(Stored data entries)
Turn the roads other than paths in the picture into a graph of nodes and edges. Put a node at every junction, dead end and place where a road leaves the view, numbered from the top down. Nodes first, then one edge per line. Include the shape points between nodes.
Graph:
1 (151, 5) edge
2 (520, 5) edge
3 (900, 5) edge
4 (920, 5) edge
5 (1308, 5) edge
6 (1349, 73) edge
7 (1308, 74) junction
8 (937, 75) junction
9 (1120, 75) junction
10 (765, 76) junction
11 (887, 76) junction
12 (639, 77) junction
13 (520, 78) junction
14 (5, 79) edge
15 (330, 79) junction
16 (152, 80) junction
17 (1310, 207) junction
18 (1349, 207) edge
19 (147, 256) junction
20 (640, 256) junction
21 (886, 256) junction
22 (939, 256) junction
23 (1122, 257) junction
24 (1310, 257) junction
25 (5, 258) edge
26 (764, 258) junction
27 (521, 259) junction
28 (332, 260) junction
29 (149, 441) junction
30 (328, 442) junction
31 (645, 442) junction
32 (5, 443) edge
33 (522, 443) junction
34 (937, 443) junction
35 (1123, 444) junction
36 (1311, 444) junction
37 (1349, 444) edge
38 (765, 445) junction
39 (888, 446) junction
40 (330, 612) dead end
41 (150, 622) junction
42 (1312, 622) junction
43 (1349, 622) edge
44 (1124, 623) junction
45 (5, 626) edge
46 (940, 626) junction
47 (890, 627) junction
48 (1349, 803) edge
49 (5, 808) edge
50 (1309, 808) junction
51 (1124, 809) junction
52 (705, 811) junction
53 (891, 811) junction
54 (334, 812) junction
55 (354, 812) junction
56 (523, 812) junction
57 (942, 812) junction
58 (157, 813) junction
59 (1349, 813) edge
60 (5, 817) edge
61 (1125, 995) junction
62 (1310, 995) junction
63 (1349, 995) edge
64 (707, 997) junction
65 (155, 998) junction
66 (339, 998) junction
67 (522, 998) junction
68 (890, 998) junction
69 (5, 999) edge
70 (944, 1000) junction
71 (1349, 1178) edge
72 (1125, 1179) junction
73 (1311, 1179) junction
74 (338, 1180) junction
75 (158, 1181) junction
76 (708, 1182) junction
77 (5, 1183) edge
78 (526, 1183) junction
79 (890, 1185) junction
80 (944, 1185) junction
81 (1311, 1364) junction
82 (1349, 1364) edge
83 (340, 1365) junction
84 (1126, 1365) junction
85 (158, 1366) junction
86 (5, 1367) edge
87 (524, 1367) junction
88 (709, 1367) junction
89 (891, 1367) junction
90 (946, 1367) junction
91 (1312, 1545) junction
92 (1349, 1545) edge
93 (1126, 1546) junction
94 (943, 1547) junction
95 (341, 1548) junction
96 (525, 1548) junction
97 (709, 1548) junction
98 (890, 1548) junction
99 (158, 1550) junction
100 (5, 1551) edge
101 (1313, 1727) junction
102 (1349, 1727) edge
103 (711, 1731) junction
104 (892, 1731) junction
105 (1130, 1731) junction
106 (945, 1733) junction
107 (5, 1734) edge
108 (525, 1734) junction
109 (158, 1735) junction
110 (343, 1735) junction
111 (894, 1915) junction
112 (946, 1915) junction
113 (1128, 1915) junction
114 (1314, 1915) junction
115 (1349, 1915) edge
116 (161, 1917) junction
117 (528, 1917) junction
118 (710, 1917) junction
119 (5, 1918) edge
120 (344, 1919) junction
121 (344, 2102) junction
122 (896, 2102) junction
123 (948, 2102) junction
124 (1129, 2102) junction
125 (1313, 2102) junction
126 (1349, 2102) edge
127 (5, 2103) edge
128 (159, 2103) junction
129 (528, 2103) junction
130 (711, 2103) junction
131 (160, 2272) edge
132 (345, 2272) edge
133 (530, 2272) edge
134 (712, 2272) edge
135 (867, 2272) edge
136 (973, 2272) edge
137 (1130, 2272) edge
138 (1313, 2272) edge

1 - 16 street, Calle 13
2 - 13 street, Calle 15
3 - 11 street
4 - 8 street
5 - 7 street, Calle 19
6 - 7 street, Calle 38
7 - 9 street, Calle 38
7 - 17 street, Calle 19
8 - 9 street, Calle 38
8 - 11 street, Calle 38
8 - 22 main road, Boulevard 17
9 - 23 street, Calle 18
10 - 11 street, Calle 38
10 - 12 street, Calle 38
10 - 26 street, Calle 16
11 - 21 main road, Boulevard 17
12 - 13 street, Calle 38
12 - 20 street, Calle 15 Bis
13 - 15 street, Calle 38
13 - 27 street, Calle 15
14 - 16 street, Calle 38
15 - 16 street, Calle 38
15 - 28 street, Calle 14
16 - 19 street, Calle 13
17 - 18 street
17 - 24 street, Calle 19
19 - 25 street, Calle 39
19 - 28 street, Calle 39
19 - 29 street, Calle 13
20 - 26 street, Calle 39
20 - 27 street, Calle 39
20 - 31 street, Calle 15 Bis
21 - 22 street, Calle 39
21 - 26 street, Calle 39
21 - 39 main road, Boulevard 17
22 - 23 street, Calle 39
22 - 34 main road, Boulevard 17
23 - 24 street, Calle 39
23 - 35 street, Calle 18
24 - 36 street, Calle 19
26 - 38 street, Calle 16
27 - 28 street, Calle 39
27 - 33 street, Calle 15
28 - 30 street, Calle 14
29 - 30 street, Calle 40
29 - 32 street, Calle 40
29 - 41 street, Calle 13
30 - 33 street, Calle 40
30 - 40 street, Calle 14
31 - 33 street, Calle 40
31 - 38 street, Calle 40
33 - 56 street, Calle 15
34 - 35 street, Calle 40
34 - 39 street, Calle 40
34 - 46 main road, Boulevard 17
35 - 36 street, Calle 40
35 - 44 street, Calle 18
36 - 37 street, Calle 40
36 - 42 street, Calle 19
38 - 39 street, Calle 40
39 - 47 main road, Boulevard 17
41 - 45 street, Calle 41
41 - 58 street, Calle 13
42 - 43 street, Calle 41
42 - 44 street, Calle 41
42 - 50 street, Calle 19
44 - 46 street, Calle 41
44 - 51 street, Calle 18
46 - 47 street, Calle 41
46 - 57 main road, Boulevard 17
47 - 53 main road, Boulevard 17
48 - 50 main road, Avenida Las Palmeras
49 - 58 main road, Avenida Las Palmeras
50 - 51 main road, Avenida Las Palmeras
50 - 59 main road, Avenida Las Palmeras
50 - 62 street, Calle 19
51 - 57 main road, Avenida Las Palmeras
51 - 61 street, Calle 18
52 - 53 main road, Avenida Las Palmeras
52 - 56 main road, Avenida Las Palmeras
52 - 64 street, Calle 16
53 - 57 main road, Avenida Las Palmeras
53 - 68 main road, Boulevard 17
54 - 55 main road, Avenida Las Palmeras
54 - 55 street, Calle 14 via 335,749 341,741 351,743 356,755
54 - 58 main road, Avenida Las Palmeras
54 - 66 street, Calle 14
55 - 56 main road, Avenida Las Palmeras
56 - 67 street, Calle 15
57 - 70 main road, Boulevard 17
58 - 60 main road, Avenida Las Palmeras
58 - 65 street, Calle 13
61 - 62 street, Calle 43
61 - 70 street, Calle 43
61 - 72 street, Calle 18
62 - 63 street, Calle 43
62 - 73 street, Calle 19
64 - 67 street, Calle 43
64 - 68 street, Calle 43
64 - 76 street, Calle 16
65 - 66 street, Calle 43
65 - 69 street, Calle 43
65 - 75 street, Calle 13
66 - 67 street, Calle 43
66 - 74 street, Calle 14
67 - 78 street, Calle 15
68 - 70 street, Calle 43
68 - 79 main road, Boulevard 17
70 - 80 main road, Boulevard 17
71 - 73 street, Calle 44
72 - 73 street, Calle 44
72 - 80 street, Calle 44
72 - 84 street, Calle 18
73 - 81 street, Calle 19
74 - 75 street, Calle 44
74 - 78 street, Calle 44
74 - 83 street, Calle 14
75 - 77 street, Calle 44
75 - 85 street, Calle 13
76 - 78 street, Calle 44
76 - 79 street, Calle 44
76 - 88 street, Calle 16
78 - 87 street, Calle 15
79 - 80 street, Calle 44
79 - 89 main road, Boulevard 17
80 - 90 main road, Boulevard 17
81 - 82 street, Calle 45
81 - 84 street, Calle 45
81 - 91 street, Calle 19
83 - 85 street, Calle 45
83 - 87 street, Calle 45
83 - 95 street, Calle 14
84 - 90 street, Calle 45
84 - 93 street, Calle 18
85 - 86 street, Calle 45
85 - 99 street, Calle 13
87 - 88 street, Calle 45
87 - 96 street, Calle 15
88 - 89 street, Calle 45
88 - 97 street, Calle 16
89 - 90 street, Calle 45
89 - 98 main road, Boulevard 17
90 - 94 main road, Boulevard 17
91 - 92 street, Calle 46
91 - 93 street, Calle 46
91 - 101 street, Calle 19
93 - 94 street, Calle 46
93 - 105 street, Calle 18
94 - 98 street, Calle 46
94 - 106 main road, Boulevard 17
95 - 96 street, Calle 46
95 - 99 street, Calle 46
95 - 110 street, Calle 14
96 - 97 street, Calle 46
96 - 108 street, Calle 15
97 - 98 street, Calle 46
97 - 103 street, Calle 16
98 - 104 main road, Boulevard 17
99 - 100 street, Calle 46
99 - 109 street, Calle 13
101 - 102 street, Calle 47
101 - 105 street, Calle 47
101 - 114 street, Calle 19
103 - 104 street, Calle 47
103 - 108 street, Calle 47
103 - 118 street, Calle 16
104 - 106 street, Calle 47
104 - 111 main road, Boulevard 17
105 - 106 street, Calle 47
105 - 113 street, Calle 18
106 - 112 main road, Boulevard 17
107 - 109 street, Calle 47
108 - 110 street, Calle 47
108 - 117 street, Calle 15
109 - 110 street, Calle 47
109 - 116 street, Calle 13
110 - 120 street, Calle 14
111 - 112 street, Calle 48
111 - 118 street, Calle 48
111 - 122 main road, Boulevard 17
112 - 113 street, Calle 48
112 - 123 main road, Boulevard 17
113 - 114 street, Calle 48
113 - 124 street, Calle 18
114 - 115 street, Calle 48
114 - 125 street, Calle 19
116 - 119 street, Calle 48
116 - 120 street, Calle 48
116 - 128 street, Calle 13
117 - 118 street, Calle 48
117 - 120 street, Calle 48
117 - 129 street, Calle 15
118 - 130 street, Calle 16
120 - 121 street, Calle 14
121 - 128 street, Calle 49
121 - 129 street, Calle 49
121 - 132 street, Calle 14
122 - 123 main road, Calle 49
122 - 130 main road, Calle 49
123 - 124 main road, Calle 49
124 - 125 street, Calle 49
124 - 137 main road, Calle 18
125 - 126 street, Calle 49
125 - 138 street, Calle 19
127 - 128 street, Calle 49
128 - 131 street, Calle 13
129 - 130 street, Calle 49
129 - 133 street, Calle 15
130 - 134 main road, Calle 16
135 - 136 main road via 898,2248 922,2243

* [WORK TO COMPLETE]:
Of all the lines in the data above, show only those that hold the word "dead".

* [WRITTEN REPLY]:
Turn the roads other than paths in the picture into a graph of nodes and edges. Put a node at every junction, dead end and place where a road leaves the view, numbered from the top down. Nodes first, then one edge per line. Include the shape points between nodes.
40 (330, 612) dead end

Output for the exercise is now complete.